YOUR OBJECTIVE:
Transcribe all of the listing exactly.

PROVIDED DATA:
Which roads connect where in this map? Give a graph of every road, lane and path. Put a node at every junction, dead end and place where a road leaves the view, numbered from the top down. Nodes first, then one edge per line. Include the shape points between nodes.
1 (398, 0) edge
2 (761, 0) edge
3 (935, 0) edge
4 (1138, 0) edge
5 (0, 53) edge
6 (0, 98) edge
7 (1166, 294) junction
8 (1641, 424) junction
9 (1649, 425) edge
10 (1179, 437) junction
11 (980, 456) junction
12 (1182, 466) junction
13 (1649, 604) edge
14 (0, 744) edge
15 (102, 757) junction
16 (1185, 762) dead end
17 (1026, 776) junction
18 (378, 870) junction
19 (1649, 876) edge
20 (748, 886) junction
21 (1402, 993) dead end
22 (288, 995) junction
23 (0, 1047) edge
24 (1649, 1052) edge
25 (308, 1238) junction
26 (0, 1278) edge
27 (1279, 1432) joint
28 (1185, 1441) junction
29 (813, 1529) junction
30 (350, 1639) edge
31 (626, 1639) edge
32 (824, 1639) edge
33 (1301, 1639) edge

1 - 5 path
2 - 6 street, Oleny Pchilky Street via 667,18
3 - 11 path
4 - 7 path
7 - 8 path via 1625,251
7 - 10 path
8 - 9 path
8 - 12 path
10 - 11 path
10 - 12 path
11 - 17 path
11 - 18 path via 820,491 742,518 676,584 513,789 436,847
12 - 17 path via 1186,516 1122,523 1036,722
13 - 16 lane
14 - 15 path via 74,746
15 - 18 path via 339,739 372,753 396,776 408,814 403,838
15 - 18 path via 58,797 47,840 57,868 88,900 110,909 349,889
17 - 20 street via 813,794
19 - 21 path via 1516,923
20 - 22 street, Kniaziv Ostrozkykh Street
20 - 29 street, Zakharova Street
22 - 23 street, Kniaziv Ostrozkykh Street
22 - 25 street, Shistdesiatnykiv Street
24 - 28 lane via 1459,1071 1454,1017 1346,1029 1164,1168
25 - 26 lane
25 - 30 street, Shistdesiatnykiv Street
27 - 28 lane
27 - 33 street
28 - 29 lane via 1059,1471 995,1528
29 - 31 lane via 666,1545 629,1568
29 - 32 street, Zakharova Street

THE ANSWER:
Which roads connect where in this map? Give a graph of every road, lane and path. Put a node at every junction, dead end and place where a road leaves the view, numbered from the top down. Nodes first, then one edge per line. Include the shape points between nodes.
1 (398, 0) edge
2 (761, 0) edge
3 (935, 0) edge
4 (1138, 0) edge
5 (0, 53) edge
6 (0, 98) edge
7 (1166, 294) junction
8 (1641, 424) junction
9 (1649, 425) edge
10 (1179, 437) junction
11 (980, 456) junction
12 (1182, 466) junction
13 (1649, 604) edge
14 (0, 744) edge
15 (102, 757) junction
16 (1185, 762) dead end
17 (1026, 776) junction
18 (378, 870) junction
19 (1649, 876) edge
20 (748, 886) junction
21 (1402, 993) dead end
22 (288, 995) junction
23 (0, 1047) edge
24 (1649, 1052) edge
25 (308, 1238) junction
26 (0, 1278) edge
27 (1279, 1432) joint
28 (1185, 1441) junction
29 (813, 1529) junction
30 (350, 1639) edge
31 (626, 1639) edge
32 (824, 1639) edge
33 (1301, 1639) edge

1 - 5 path
2 - 6 street, Oleny Pchilky Street via 667,18
3 - 11 path
4 - 7 path
7 - 8 path via 1625,251
7 - 10 path
8 - 9 path
8 - 12 path
10 - 11 path
10 - 12 path
11 - 17 path
11 - 18 path via 820,491 742,518 676,584 513,789 436,847
12 - 17 path via 1186,516 1122,523 1036,722
13 - 16 lane
14 - 15 path via 74,746
15 - 18 path via 339,739 372,753 396,776 408,814 403,838
15 - 18 path via 58,797 47,840 57,868 88,900 110,909 349,889
17 - 20 street via 813,794
19 - 21 path via 1516,923
20 - 22 street, Kniaziv Ostrozkykh Street
20 - 29 street, Zakharova Street
22 - 23 street, Kniaziv Ostrozkykh Street
22 - 25 street, Shistdesiatnykiv Street
24 - 28 lane via 1459,1071 1454,1017 1346,1029 1164,1168
25 - 26 lane
25 - 30 street, Shistdesiatnykiv Street
27 - 28 lane
27 - 33 street
28 - 29 lane via 1059,1471 995,1528
29 - 31 lane via 666,1545 629,1568
29 - 32 street, Zakharova Street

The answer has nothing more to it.